Action item: If a line in the entries below includes "edges", show that line.

Collected data:
☆ ☆ ☆ ☆ ☆

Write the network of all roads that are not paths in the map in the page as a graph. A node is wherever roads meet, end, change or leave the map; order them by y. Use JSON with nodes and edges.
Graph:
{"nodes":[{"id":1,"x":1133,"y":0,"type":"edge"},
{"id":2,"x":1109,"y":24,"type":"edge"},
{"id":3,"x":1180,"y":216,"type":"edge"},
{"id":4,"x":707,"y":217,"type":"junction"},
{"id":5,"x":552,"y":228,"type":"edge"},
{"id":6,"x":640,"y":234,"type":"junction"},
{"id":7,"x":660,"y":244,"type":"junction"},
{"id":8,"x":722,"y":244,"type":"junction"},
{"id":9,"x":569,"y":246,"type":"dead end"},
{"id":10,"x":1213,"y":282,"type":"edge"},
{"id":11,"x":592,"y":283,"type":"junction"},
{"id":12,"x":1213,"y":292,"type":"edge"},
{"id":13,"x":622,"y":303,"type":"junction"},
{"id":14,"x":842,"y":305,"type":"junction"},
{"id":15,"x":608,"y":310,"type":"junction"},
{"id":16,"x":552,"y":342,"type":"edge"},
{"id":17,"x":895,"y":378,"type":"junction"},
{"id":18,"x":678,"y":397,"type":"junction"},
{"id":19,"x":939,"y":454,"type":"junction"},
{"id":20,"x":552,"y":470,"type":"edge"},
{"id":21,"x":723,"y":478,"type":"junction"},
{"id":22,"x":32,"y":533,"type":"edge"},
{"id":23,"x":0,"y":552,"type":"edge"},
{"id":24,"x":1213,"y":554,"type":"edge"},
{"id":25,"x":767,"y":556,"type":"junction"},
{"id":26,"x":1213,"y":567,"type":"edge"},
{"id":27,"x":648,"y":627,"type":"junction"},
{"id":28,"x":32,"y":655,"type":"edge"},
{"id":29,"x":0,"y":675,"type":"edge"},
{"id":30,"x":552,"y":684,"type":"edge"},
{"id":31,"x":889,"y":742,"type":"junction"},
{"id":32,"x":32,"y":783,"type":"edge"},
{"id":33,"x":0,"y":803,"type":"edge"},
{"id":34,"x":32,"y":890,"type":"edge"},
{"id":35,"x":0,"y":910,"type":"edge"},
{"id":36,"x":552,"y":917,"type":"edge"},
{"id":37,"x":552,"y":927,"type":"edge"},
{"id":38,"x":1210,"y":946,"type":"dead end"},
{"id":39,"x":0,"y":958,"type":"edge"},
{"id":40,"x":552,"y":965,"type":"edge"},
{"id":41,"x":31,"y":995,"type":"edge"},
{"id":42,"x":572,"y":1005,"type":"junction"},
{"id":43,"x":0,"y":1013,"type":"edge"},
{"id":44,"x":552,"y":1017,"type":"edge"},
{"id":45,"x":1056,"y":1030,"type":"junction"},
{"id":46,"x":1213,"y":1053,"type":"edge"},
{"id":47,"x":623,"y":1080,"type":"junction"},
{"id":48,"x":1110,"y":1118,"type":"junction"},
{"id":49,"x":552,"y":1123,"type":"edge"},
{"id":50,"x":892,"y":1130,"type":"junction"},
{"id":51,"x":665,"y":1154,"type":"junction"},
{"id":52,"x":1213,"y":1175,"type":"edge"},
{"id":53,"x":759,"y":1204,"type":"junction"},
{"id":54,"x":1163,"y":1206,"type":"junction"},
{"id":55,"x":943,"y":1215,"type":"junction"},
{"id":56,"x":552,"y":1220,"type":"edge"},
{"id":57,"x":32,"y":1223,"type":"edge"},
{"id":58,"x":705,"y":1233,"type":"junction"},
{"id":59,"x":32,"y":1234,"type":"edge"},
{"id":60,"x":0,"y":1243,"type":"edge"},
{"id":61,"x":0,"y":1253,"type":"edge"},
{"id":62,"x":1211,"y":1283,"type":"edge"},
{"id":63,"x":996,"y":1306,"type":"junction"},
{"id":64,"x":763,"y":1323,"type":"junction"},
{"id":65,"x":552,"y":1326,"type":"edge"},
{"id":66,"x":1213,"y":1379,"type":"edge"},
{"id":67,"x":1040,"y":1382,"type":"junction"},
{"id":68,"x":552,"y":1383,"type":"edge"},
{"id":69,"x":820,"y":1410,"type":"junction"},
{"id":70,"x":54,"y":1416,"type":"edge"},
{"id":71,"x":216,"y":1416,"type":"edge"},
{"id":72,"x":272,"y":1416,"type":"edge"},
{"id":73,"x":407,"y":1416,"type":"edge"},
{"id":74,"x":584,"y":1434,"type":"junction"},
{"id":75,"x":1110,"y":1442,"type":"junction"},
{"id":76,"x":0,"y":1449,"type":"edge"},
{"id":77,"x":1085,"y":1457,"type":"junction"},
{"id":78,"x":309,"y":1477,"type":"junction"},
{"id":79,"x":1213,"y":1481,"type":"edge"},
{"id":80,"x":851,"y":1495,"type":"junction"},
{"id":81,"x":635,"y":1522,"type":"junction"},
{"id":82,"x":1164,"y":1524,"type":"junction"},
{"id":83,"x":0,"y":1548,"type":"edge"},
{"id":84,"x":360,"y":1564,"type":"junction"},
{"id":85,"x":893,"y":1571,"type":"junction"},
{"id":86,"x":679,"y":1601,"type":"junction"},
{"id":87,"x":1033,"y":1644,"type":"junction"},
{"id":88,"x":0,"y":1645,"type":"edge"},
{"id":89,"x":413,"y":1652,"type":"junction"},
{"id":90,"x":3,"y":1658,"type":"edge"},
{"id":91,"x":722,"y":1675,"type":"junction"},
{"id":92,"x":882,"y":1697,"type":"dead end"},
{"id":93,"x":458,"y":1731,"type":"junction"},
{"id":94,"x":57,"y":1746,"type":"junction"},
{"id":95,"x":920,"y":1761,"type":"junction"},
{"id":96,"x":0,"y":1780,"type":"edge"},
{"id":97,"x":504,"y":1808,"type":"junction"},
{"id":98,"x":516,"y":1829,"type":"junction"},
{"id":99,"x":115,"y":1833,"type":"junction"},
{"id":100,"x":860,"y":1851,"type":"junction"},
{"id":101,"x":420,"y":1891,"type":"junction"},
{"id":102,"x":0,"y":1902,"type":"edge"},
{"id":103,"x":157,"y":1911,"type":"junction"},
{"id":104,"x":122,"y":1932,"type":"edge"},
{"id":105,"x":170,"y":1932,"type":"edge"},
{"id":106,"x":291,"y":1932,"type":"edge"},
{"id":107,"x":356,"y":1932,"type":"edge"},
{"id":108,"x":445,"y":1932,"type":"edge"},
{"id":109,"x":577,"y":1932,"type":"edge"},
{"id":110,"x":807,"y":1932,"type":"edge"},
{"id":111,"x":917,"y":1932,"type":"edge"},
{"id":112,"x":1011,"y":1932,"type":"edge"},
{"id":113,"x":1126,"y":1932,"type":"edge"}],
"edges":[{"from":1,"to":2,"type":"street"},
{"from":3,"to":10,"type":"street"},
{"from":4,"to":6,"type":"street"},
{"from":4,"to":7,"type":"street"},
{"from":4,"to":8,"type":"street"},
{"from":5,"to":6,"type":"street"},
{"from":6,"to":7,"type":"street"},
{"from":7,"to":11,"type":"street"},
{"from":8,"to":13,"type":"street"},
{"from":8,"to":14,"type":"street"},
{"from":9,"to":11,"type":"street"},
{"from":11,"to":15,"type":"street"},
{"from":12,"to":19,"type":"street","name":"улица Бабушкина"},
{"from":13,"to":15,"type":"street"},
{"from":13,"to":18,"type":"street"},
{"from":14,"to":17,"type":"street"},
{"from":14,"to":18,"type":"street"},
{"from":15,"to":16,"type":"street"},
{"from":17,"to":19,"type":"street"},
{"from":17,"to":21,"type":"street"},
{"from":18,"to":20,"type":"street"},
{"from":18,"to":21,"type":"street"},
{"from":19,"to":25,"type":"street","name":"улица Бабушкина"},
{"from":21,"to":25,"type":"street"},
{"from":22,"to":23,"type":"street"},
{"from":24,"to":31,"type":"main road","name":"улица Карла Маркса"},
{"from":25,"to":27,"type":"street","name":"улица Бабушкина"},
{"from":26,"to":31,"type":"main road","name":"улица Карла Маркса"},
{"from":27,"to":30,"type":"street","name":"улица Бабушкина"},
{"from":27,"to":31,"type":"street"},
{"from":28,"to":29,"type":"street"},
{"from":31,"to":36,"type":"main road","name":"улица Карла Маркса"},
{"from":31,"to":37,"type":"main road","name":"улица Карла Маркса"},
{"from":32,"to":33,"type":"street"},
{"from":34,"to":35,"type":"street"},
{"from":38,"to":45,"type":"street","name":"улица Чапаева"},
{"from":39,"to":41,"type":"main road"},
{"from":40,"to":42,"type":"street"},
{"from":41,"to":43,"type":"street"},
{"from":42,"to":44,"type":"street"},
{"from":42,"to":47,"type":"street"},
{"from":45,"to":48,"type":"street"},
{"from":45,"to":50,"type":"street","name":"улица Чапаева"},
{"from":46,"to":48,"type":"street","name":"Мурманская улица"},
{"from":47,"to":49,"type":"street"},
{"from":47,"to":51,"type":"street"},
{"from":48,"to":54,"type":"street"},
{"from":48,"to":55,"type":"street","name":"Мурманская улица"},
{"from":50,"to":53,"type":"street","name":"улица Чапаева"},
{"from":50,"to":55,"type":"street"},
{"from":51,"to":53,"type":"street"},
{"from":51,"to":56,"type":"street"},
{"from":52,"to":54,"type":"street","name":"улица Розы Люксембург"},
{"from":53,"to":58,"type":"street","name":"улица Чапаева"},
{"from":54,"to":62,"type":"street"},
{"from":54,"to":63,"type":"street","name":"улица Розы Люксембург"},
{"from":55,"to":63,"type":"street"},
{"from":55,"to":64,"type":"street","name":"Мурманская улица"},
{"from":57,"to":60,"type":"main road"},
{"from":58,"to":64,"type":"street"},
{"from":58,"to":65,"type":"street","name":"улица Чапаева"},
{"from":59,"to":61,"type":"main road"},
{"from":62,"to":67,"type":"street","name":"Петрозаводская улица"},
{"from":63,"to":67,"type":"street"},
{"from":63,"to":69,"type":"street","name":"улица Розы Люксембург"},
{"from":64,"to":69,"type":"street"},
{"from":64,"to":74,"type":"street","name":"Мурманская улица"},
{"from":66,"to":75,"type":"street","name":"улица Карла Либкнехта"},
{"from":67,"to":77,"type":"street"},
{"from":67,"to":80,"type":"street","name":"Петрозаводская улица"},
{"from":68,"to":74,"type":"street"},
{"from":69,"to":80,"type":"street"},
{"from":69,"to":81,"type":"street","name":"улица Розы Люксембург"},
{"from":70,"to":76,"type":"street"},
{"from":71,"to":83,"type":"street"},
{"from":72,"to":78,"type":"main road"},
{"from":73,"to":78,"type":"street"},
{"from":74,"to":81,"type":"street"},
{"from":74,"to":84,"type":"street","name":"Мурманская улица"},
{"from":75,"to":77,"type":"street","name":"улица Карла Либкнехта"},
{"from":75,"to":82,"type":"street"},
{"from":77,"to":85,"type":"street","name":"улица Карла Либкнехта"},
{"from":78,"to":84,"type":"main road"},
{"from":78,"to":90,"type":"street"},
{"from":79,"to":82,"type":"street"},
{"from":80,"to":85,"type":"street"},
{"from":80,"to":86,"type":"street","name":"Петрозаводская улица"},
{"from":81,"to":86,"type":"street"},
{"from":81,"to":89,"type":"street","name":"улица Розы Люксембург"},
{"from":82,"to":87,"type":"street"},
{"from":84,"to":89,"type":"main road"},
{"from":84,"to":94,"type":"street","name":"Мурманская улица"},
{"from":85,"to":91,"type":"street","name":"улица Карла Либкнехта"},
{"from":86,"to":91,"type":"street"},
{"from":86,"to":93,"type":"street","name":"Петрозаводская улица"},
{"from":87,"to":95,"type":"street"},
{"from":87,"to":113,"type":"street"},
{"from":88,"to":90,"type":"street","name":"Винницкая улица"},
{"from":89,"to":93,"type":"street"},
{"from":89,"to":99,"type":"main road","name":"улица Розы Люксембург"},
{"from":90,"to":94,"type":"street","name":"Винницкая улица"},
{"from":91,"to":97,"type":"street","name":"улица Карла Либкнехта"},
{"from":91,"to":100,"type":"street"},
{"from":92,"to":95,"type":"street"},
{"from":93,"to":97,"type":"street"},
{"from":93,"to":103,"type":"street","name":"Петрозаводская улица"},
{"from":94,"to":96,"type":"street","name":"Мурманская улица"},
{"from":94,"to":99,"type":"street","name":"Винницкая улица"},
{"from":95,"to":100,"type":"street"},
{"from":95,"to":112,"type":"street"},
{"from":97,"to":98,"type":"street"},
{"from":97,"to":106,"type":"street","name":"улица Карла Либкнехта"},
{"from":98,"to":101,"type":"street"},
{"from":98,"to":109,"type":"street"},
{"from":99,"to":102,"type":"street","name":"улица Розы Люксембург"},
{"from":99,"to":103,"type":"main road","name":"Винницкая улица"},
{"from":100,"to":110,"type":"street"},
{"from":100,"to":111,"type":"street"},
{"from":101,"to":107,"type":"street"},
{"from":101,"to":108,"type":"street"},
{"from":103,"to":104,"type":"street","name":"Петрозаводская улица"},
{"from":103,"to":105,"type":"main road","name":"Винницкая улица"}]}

☆ ☆ ☆ ☆ ☆

Result:
Write the network of all roads that are not paths in the map in the page as a graph. A node is wherever roads meet, end, change or leave the map; order them by y. Use JSON with nodes and edges.
"edges":[{"from":1,"to":2,"type":"street"},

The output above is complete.